Pakistan’s telecom operators, including Wateen and Jazz, have expressed concerns regarding the potential anti-competitive implications of Pakistan Telecommunication Company Limited’s (PTCL) acquisition of Telenor Pakistan.
During a hearing held by the Competition Commission of Pakistan (CCP), industry stakeholders argued that the deal could enhance PTCL’s market dominance, resulting in an uneven playing field, particularly concerning spectrum allocation.
Wateen openly opposed the acquisition, voicing worries about market concentration and its effects on competition within the sector. Jazz also called for regulatory safeguards, recommending that the CCP introduce conditions related to interconnection and tariff structures to prevent a recurrence of issues experienced during the Warid merger.
Jazz’s legal counsel emphasized PTCL’s existing strength in upstream services such as spectrum and IP bandwidth, arguing that acquiring additional assets could render PTCL’s position unassailable and potentially marginalize private competitors.

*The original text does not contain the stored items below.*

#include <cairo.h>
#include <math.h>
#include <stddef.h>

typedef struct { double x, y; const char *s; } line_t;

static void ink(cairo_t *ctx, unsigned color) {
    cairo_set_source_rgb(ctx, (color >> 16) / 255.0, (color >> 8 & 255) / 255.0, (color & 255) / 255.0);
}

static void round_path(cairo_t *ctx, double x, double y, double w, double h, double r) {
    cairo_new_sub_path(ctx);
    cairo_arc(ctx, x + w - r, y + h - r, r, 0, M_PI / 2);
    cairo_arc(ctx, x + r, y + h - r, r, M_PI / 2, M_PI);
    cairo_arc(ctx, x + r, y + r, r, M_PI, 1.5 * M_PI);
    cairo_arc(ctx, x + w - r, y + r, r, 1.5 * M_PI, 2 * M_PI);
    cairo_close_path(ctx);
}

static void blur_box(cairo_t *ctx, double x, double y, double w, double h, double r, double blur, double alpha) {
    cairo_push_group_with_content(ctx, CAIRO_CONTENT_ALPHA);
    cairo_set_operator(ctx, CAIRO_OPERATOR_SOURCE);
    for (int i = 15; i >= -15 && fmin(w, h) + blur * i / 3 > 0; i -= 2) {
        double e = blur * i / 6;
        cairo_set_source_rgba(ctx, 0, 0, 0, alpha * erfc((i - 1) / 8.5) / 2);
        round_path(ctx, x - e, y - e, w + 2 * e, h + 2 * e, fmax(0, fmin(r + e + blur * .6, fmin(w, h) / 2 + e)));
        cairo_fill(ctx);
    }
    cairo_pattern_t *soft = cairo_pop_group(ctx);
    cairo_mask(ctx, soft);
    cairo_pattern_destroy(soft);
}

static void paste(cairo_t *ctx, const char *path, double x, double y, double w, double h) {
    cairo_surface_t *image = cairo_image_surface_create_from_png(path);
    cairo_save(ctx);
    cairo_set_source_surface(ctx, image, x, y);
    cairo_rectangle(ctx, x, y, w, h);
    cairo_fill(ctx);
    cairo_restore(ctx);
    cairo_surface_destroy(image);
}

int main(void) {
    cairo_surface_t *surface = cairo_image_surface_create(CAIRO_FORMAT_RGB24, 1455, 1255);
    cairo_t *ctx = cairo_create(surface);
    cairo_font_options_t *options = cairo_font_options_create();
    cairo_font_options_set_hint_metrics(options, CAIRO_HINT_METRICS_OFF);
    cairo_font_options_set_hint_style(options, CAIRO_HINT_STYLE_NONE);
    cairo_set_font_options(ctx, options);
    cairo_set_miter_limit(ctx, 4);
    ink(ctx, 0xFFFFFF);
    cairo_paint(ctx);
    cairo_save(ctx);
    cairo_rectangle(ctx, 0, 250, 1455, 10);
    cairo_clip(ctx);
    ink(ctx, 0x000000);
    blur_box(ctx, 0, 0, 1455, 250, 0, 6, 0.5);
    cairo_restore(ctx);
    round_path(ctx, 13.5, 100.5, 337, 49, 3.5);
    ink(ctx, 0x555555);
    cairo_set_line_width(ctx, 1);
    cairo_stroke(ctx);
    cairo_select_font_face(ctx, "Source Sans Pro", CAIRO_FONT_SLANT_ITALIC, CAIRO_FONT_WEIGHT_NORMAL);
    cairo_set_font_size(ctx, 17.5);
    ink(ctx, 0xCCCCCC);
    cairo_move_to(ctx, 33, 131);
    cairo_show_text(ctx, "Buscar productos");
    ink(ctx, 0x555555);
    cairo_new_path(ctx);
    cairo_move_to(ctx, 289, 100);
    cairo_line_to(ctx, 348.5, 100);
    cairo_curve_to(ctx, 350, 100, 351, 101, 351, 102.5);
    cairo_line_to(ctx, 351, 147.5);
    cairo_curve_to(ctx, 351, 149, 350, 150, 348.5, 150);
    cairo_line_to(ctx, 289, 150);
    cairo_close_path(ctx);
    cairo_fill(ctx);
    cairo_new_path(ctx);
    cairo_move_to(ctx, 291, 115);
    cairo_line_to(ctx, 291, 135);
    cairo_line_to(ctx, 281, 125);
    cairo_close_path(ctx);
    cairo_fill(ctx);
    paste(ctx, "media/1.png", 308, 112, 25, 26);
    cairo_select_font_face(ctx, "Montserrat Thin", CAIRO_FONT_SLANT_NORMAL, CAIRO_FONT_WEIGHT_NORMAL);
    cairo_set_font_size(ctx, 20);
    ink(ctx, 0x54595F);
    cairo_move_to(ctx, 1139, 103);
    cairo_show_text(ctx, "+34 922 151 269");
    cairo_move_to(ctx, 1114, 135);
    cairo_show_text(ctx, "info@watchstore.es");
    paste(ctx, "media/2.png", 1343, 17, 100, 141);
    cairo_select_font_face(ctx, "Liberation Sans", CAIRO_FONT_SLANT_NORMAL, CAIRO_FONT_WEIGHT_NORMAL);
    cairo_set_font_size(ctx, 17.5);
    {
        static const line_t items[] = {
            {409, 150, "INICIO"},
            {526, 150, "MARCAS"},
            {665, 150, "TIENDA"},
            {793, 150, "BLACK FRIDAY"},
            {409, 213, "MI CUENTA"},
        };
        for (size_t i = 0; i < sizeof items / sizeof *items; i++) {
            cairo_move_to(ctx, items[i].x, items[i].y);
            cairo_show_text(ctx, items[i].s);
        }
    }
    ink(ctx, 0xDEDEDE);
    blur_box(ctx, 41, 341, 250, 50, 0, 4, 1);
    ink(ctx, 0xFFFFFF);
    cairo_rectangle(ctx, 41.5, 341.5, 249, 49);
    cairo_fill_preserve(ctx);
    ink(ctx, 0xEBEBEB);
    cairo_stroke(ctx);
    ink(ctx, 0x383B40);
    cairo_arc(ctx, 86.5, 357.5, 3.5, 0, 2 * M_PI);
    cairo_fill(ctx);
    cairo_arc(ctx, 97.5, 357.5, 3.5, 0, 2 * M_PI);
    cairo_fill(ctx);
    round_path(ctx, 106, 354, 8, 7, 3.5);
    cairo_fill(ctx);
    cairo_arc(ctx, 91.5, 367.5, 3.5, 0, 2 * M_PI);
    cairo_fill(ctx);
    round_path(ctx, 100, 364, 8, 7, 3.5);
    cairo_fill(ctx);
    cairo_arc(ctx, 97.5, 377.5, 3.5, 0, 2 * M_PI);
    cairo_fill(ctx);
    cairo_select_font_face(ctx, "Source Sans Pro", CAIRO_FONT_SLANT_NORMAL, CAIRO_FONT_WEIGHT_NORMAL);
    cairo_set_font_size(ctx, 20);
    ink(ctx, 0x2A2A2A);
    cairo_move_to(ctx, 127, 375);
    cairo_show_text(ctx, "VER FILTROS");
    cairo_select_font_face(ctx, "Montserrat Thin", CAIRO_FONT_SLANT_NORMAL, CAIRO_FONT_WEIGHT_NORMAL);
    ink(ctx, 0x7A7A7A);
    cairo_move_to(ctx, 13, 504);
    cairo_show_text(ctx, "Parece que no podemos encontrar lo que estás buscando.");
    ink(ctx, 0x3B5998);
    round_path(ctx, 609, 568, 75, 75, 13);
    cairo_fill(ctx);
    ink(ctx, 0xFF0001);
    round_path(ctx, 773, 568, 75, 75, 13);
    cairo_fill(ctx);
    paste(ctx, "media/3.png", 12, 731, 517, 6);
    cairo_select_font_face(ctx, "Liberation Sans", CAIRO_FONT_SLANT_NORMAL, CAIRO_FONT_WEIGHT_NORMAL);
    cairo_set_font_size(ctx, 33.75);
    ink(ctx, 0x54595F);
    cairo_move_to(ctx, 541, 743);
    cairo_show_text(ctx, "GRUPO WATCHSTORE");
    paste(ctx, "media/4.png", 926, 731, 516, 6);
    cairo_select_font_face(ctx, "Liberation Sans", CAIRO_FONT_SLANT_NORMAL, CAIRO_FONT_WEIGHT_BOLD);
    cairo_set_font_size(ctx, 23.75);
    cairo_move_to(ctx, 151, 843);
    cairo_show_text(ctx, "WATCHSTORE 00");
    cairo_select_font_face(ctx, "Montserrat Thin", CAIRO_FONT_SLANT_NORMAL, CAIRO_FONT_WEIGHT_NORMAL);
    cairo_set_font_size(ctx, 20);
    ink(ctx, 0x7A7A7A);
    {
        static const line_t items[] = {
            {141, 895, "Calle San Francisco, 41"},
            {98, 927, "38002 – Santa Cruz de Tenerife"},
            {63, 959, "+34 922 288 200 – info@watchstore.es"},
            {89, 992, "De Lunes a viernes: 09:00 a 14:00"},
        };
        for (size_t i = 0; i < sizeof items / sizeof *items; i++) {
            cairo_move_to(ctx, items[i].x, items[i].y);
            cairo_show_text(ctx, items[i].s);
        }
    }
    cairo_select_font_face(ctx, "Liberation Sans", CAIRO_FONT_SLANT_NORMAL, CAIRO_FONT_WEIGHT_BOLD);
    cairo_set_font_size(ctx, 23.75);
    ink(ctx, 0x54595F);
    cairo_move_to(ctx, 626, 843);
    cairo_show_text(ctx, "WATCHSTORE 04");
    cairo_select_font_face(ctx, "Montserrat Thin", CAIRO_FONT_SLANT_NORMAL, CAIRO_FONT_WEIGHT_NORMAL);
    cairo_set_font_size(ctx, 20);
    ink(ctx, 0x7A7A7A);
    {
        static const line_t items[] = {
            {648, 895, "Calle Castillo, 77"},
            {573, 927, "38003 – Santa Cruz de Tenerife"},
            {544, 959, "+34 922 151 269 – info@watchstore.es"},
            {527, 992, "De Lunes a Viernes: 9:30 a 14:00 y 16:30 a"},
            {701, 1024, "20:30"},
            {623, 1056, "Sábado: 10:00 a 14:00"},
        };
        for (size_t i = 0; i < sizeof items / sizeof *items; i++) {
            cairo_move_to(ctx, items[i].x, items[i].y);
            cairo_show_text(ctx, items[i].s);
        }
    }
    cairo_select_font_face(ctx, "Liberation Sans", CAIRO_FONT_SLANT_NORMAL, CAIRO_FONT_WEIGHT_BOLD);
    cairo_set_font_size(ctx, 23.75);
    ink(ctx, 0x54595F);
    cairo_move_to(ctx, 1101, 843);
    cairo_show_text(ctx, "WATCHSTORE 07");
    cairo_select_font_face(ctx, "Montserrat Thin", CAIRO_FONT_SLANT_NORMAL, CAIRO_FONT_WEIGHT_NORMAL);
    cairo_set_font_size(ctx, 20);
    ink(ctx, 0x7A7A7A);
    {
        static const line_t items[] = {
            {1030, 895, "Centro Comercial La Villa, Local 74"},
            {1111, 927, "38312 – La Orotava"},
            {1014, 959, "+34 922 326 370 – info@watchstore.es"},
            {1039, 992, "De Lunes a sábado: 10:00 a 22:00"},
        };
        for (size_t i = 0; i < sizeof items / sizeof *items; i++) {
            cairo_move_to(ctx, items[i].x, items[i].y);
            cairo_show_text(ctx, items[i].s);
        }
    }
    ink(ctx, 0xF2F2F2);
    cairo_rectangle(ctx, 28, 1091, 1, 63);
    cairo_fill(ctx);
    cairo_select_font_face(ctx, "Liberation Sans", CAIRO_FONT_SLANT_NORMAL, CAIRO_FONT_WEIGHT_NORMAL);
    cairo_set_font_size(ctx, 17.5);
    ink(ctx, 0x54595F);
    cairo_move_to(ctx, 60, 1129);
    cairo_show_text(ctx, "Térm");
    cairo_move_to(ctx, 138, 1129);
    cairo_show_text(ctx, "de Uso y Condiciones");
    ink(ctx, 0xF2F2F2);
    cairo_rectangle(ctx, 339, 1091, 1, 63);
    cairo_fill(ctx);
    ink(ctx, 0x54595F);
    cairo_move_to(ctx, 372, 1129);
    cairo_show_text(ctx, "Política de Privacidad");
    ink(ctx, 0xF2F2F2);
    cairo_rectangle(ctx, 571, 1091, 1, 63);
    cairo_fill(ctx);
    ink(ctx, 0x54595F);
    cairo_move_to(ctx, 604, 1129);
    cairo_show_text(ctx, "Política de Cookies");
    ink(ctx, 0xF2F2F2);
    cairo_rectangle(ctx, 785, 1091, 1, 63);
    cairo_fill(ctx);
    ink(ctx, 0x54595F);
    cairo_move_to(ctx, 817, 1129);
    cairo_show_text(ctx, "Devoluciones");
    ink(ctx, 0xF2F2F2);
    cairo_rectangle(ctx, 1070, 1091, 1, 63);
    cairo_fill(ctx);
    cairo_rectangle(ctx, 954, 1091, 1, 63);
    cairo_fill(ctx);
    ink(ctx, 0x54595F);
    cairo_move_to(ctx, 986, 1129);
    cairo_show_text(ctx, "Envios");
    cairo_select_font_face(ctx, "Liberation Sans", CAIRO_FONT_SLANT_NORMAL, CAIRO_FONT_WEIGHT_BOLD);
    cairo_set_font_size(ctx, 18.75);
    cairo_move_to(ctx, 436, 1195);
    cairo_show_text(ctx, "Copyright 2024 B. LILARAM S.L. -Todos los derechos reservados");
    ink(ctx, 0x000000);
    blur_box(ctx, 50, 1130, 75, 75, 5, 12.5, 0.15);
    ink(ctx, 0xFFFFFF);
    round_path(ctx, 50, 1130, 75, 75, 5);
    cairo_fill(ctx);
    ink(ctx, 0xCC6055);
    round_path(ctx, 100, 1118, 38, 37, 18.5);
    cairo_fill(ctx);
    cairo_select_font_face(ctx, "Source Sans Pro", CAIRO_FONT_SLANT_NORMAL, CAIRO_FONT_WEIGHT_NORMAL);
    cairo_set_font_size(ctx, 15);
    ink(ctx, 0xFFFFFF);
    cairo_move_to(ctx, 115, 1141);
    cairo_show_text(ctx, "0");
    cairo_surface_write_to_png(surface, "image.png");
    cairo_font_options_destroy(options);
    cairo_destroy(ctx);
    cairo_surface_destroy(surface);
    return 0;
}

CCP Chair Dr. Kabir Ahmed Sidhu questioned PTCL representatives about their due diligence process, underscoring the need for clarity on how the acquisition would impact the competitive landscape.
In response, PTCL’s counsel, Rahat Kaunain Hassan, explained that the acquisition would focus solely on Telenor’s telecom operations, with plans for further integration to be shared as they develop. PTCL presented data indicating that post-acquisition, market balance would be preserved, as Jazz would still retain the largest subscriber base.
Industry officials warned that unchecked consolidation could stifle innovation and limit consumer choice, with state-owned enterprise (SOE) dominance in regulatory environments already deterring foreign investment.
Experts stressed that any approval of PTCL’s acquisition of Telenor must include safeguards to prevent monopolistic practices and ensure a competitive telecom landscape.